When his wife died of a rare ovarian cancer 10 years ago, Powel Crosley vowed to find a cure. Despite a lack of scientific training at the time, he is now within sight of the first ever clinical test for a treatment.
The 66-year-old will graduate tomorrow with a master’s degree in oncology from the University of Alberta. In the near future, his work could be the basis for a clinical trial of a new treatment for granulosa cell tumour (GCT).
“When you sit down and start looking back at everything, so much is just serendipity,” Crosley said. “It just happened. Crazy.”
Learning inspired by loss
Sladjana Crosley died in 2009 after a 13-year battle with a dire prognosis.
Of the 225 Canadian women diagnosed with GCT this year, roughly one in three will see the cancer return. Barring advances, four out of five of those women will die.
Throughout her recurring illness, Sladjana refused to accept the odds. A chemical engineer by training, she scoured academic journals and began contacting researchers about the most promising ideas. In 2004, she founded the Granulosa Cell Tumour Research Foundation (GCTRF) and gathered an online community of women facing a similarly grim future.
Without major funds or established connections to research laboratories, progress remained elusive. For Sladjana, the surgeries became more aggressive, more frequent and less effective. The cancer continued down its inevitable path while scar tissue eventually made it too risky to go under the knife again.
After she died, Powel vowed to continue leading the foundation she started. At an age when many are slowing down, Crosley started running marathons to raise money for research. He also enrolled at the U of A, taking chemistry, biology and genetics courses to better understand the disease.
Turning point
Under Crosley’s leadership, the GCTRF has raised more than $300,000 for research, a series of small grants dispersed in labs around the world.
Yet it was Crosley’s return to the classroom that has led to the most promising results so far. After an upper-level oncology class with Mary Hitt, Crosley approached the researcher with the idea of tweaking one of her current experiments.

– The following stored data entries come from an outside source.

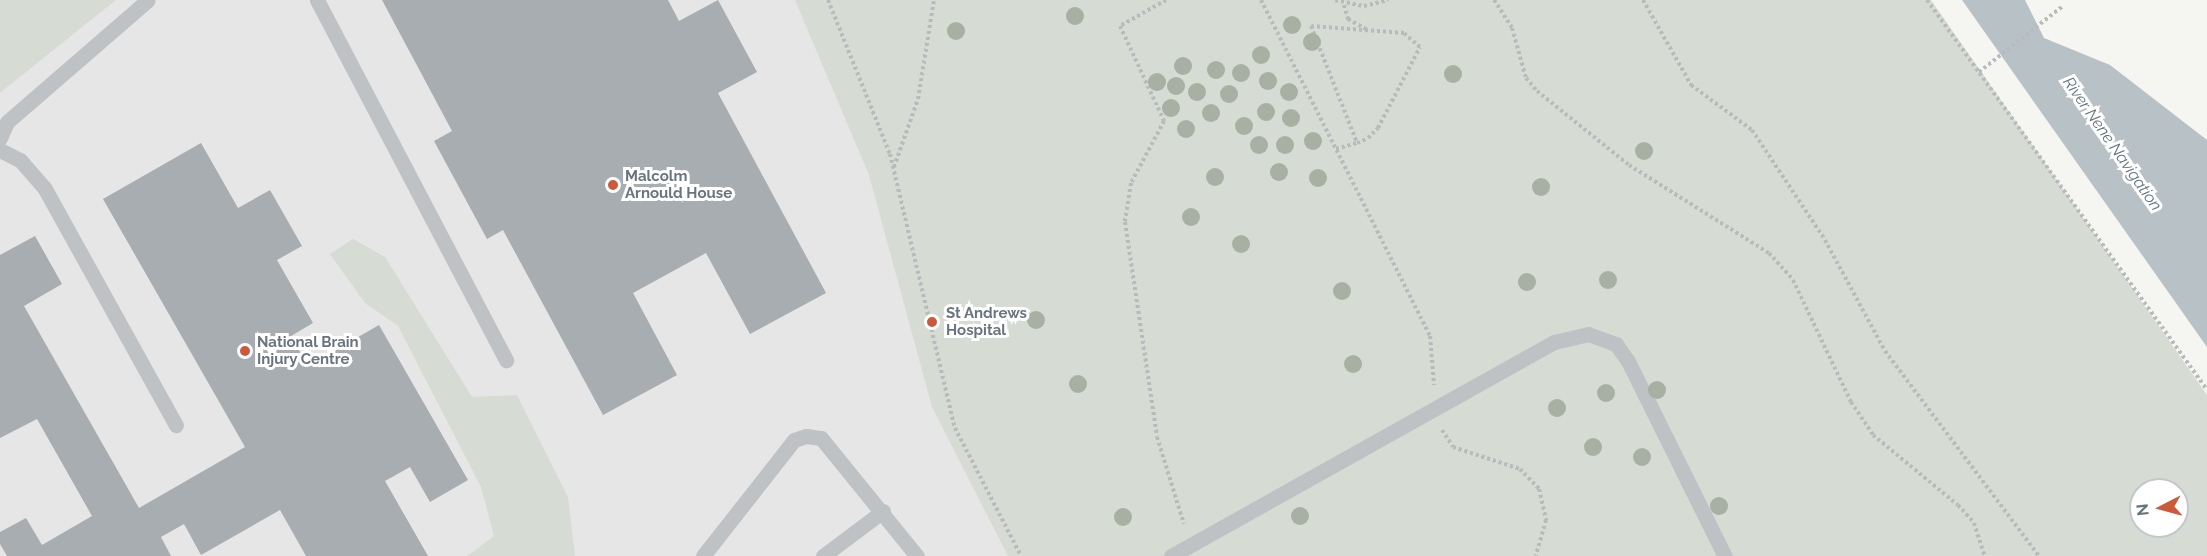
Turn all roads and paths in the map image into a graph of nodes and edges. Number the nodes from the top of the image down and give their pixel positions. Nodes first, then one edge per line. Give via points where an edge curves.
1 (148, 0) edge
2 (316, 0) edge
3 (828, 0) edge
4 (934, 0) edge
5 (1166, 0) edge
6 (1261, 0) edge
7 (1335, 0) edge
8 (1388, 0) edge
9 (1494, 0) edge
10 (1643, 0) edge
11 (1927, 0) edge
12 (1344, 5) junction
13 (2063, 6) dead end
14 (1367, 30) junction
15 (1979, 72) junction
16 (0, 138) edge
17 (1357, 143) junction
18 (1336, 149) junction
19 (0, 150) edge
20 (894, 168) junction
21 (506, 360) dead end
22 (2207, 390) edge
23 (1435, 408) junction
24 (176, 425) dead end
25 (883, 511) junction
26 (1190, 545) junction
27 (703, 556) edge
28 (823, 556) edge
29 (917, 556) edge
30 (1021, 556) edge
31 (1171, 556) edge
32 (1536, 556) edge
33 (1725, 556) edge
34 (1985, 556) edge
35 (2039, 556) edge

1 - 16 lane via 7,122
2 - 21 lane
3 - 20 path
4 - 20 path via 918,99
5 - 26 path via 1120,26 1164,121 1131,183 1125,222 1157,437
6 - 18 path
7 - 12 path
8 - 12 path
9 - 34 path via 1512,28 1526,78 1537,92 1629,165 1769,253 1793,280 1851,402 1873,435 1903,465 1958,505 1974,523
10 - 35 path via 1691,86 1752,129 1825,240 1885,351
11 - 15 path
12 - 14 path via 1348,19
13 - 15 path
14 - 17 path via 1404,33 1420,47 1378,128
14 - 17 path via 1311,26
15 - 22 path
17 - 18 path
18 - 23 path via 1430,336
19 - 24 lane via 20,160 45,189
20 - 30 path via 955,428
23 - 26 lane
23 - 32 path via 1453,447 1520,468 1539,489 1546,520
23 - 33 lane via 1554,342 1573,335 1603,337 1628,361
25 - 27 lane via 820,438 806,436 794,440
25 - 28 lane
25 - 29 lane
26 - 31 lane

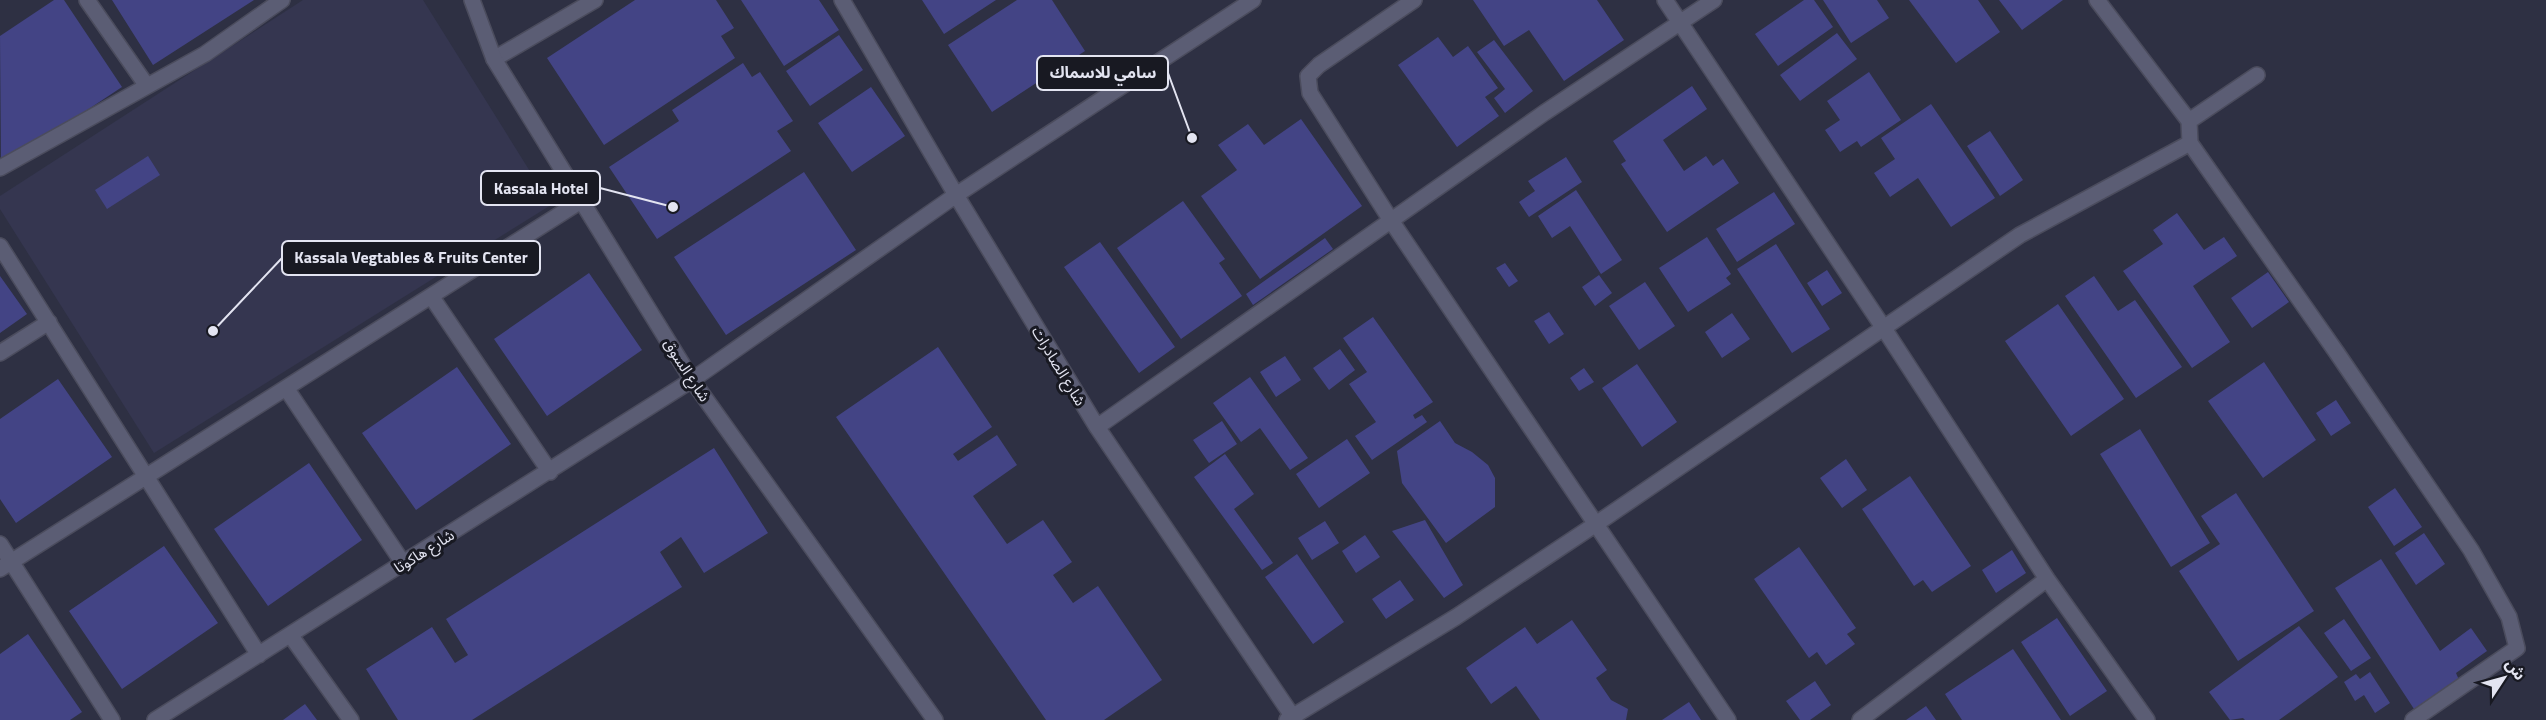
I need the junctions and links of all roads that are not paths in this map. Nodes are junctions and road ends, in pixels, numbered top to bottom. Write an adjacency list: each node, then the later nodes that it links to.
1 (87, 0): 14 (street)
2 (282, 0): 14 (street)
3 (472, 0): 12 (street, شارع السوق)
4 (595, 0): 12 (street)
5 (842, 0): 18 (street, شارع الصادرات)
6 (1253, 0): 18 (street, شارع هاكوتا)
7 (1414, 0): 20 (street)
8 (1665, 0): 11 (street)
9 (1714, 0): 11 (street)
10 (2097, 0): 15 (street)
11 (1679, 22): 20 (street); 24 (street)
12 (494, 58): 19 (street, شارع السوق)
13 (2257, 75): 15 (street)
14 (147, 86): 17 (street)
15 (2189, 122): 16 (street)
16 (2190, 143): 24 (street); 46 (street)
17 (0, 168)
18 (956, 195): 26 (street, شارع هاكوتا); 28 (street, شارع الصادرات)
19 (581, 201): 22 (street); 26 (street, شارع السوق)
20 (1392, 222): 28 (street); 31 (street)
21 (0, 246): 23 (street)
22 (431, 296): 27 (street); 29 (street)
23 (49, 322): 25 (street); 30 (street)
24 (1883, 327): 31 (street); 35 (street)
25 (0, 353)
26 (692, 380): 29 (street, شارع هاكوتا); 42 (street, شارع السوق)
27 (286, 388): 30 (street); 33 (street)
28 (1097, 428): 38 (street, شارع الصادرات)
29 (550, 472): 33 (street, شارع هاكوتا)
30 (146, 478): 34 (street); 37 (street)
31 (1596, 524): 38 (street); 43 (street)
32 (0, 544): 34 (street)
33 (403, 563): 36 (street, شارع هاكوتا)
34 (6, 565): 39 (street)
35 (2047, 579): 44 (street); 45 (street)
36 (291, 636): 37 (street, شارع هاكوتا); 41 (street)
37 (259, 655): 40 (street, شارع هاكوتا)
38 (1292, 719)
39 (112, 720)
40 (154, 720)
41 (351, 720)
42 (936, 720)
43 (1728, 720)
44 (1860, 720)
45 (2147, 720)
46 (2413, 720)

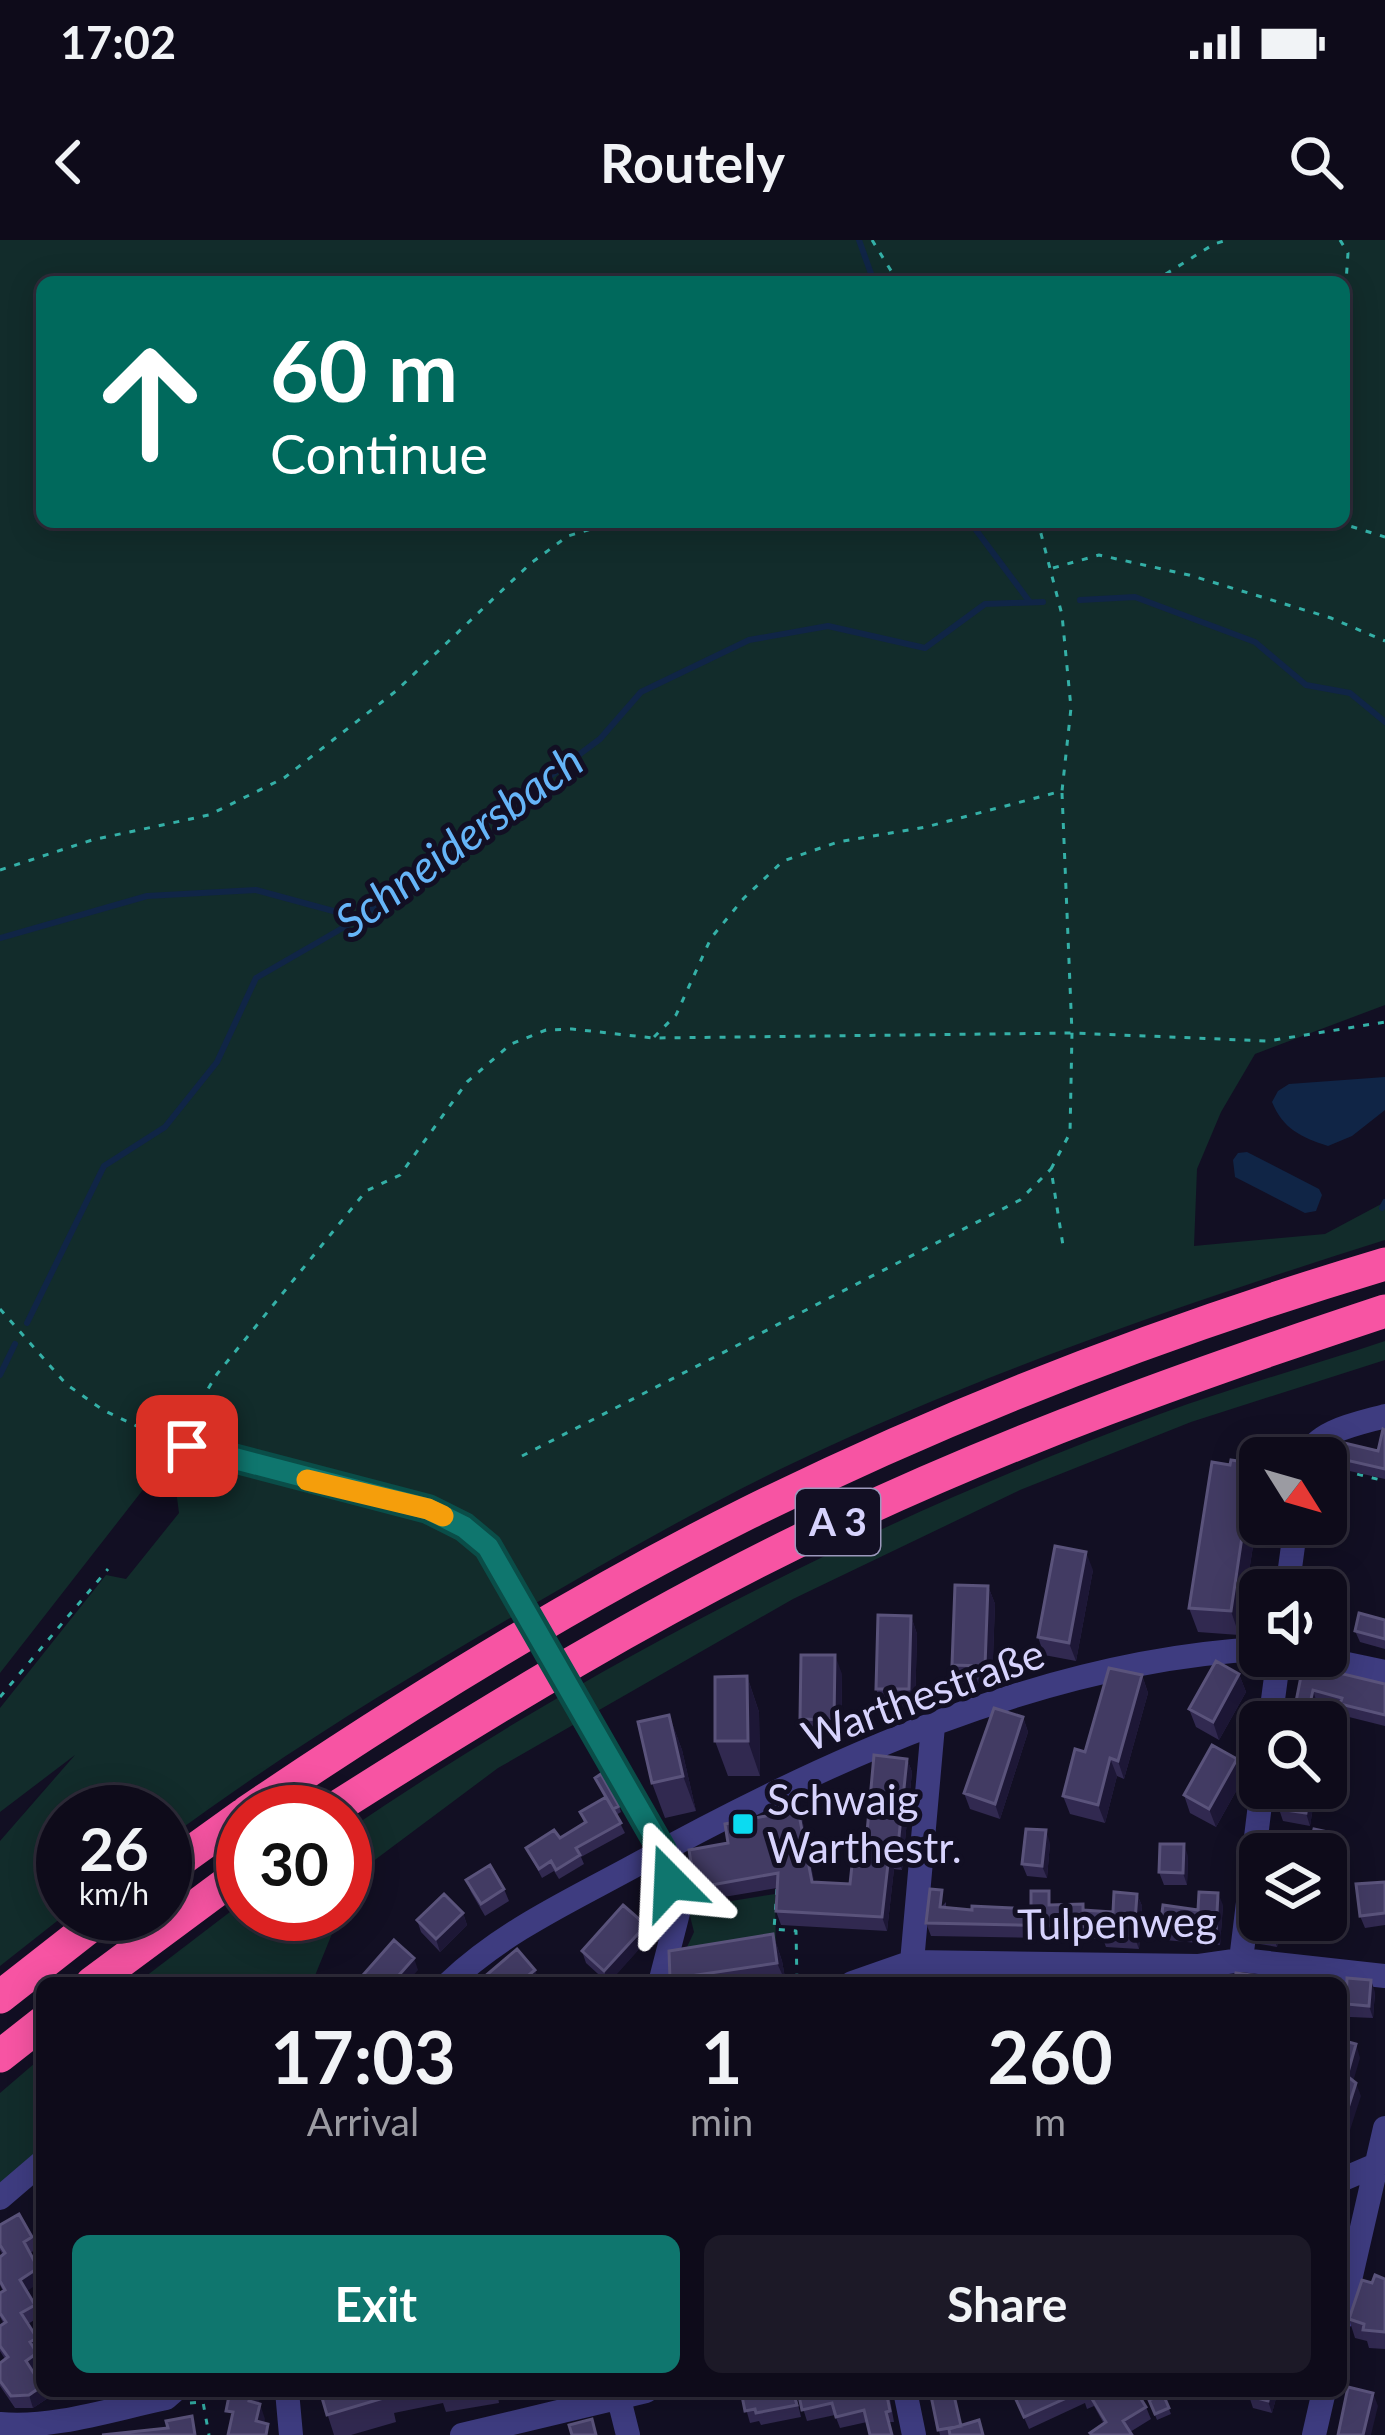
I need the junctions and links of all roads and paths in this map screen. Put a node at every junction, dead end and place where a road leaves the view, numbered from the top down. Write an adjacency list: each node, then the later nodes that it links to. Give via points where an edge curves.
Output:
1 (872, 240): 4 (path)
2 (1227, 240): 5 (path)
3 (1340, 240): 6 (path)
4 (894, 276)
5 (1163, 276)
6 (1346, 276)
7 (1350, 526): 10 (path)
8 (595, 528): 14 (path, via 531,563 396,691 284,778 209,815)
9 (1040, 528): 11 (path)
10 (1385, 537)
11 (1052, 569): 12 (path, via 1099,555 1190,574); 13 (path, via 1071,708)
12 (1385, 641)
13 (1062, 791): 16 (path); 17 (path, via 783,861 711,938 676,1016)
14 (0, 870)
15 (1385, 1022): 16 (path, via 1268,1041)
16 (1072, 1033): 17 (path); 18 (path, via 1070,1132)
17 (653, 1039): 25 (path, via 559,1029 511,1044 467,1082 400,1175 366,1191 218,1374)
18 (1052, 1168): 19 (path); 26 (path, via 1019,1201)
19 (1064, 1252)
20 (1385, 1264): 35 (highway, A 3, via 1103,1360 749,1513 565,1612)
21 (0, 1309): 25 (path, via 66,1384 103,1409)
22 (1385, 1311): 36 (highway, A 3, via 1196,1373 834,1524 667,1608)
23 (1385, 1416): 24 (street)
24 (1325, 1437)
25 (182, 1439): 38 (street, via 428,1509 488,1547)
26 (522, 1456)
27 (1347, 1472): 28 (path)
28 (1385, 1481)
29 (108, 1569): 33 (path)
30 (1239, 1650): 34 (street, Warthestraße, via 1033,1691)
31 (1347, 1664): 32 (street)
32 (1385, 1672)
33 (0, 1697)
34 (933, 1726): 38 (street, Warthestraße, via 810,1775); 43 (street)
35 (287, 1785)
36 (372, 1785)
37 (1259, 1809): 42 (street)
38 (662, 1850): 46 (street, Warthestraße, via 542,1916); 47 (street, via 678,1913)
39 (784, 1878): 48 (path, via 774,1893 773,1929 796,1931)
40 (216, 1891): 45 (highway)
41 (72, 1941): 50 (highway)
42 (1241, 1960): 43 (street, Tulpenweg); 44 (street, Tulpenweg)
43 (912, 1962): 49 (street, Tulpenweg)
44 (1385, 1976)
45 (100, 1977)
46 (455, 1977)
47 (662, 1977)
48 (796, 1977)
49 (869, 1977)
50 (0, 1997)
51 (36, 2028): 52 (highway)
52 (0, 2056)
53 (1385, 2128): 54 (street)
54 (1381, 2163): 56 (street); 58 (street)
55 (36, 2167): 57 (street)
56 (1347, 2177)
57 (0, 2198)
58 (1347, 2296)
59 (179, 2397): 65 (street); 66 (path, via 203,2402)
60 (288, 2397): 67 (street)
61 (607, 2397): 68 (street)
62 (619, 2397): 69 (street)
63 (906, 2397): 70 (street)
64 (1323, 2397): 71 (street)
65 (0, 2424)
66 (209, 2435)
67 (291, 2435)
68 (462, 2435)
69 (628, 2435)
70 (914, 2435)
71 (1314, 2435)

Hitt was intrigued. When Crosley showed up at her lab, she suggested he conduct the experiments himself. That volunteer project gradually led to Crosley becoming a permanent fixture, working long hours seven days a week.
Hitt loves Crosley’s “unparalleled” motivation, fluency in research and willingness to call up scientists to hone his experiments. Young researchers get a chance to work with a role model who treats science as more than just theory.
“To have him in the lab right there, it’s in your face, ‘There are people dying of cancer and we have to do something about it,’” Hitt said. “It’s not just playing around with cool toys in the lab.”
Crosley eventually moved on to testing a drug Sladjana had spotted years earlier in an academic journal. The foundation hadn’t found anyone to look at PAC-1, a new drug developed by an American chemist, so Crosley did it himself.
Having done work that has uncovered a promising combination therapy, Crosley decided to go a little further and complete a master’s degree. Hitt says his work could easily be developed into a PhD dissertation, but Crosley shrugs off the idea, though he suggests it makes him regret an earlier aversion to science.
“When I was in university the first time around, I didn’t want to go anywhere near science,” said Crosley, who dropped out of a geography PhD decades ago. “I guess I have some capabilities I didn’t realize I had.”
Building toward a cure
Crosley’s project has also added TRAIL, a natural protein that was hailed in the 1990s for its promising ability to cause ‘suicide’ in cancer cells, but has since proven unstable and prone to resistance.
The early lab results combining PAC-1 and TRAIL have shown they could work well together. Through the foundation, Crosley has been in touch with Paul Hergenrother, the University of Illinois chemist who created PAC-1 and is conducting a clinical trial of the drug. Crosley believes the trial could be expanded to include TRAIL, which would be a dramatic step toward a potential treatment for GCT.
Crosley has also worked with Hitt to modify a virus that could potentially “trick” GCT cells to produce TRAIL on their own, which could help move toward a more targeted treatment.
In the world of cancer research, Hitt says few promising ideas ever lead to animal testing, let alone human trials. As far as he’s come, the odds are still stacked against Crosley.
“Most things don’t work,” Hitt said. “Of things that go to clinical trials, 90 percent are never going to go past the first step. That’s just the way it is. So you keep trying.”
Crosley could be on the cusp of a big step forward. Or he could hit a dead end. But for the next two years, he’ll remain a researcher in Hitt’s lab, working on a treatment for a disease that transformed his life. Thanks to a research proposal drafted largely by Crosley, Hitt has just received a $120,000 grant to try out the combination therapy in animal trials.
Crosley had no say in the selection process, which was awarded by the Cancer Research Society through a competitive, arms-length process. The grant matched a $60,000 fundraising campaign spearheaded by the GCTRF, the organization Sladjana founded. It’s just another touch of serendipity, Crosley says, a reminder of his wife’s tireless efforts to help thousands of women find a better prognosis.
“I feel a sense of responsibility. I see how much hope these women have invested in this,” said Crosley. “I think Sladjana would be pretty excited by science.”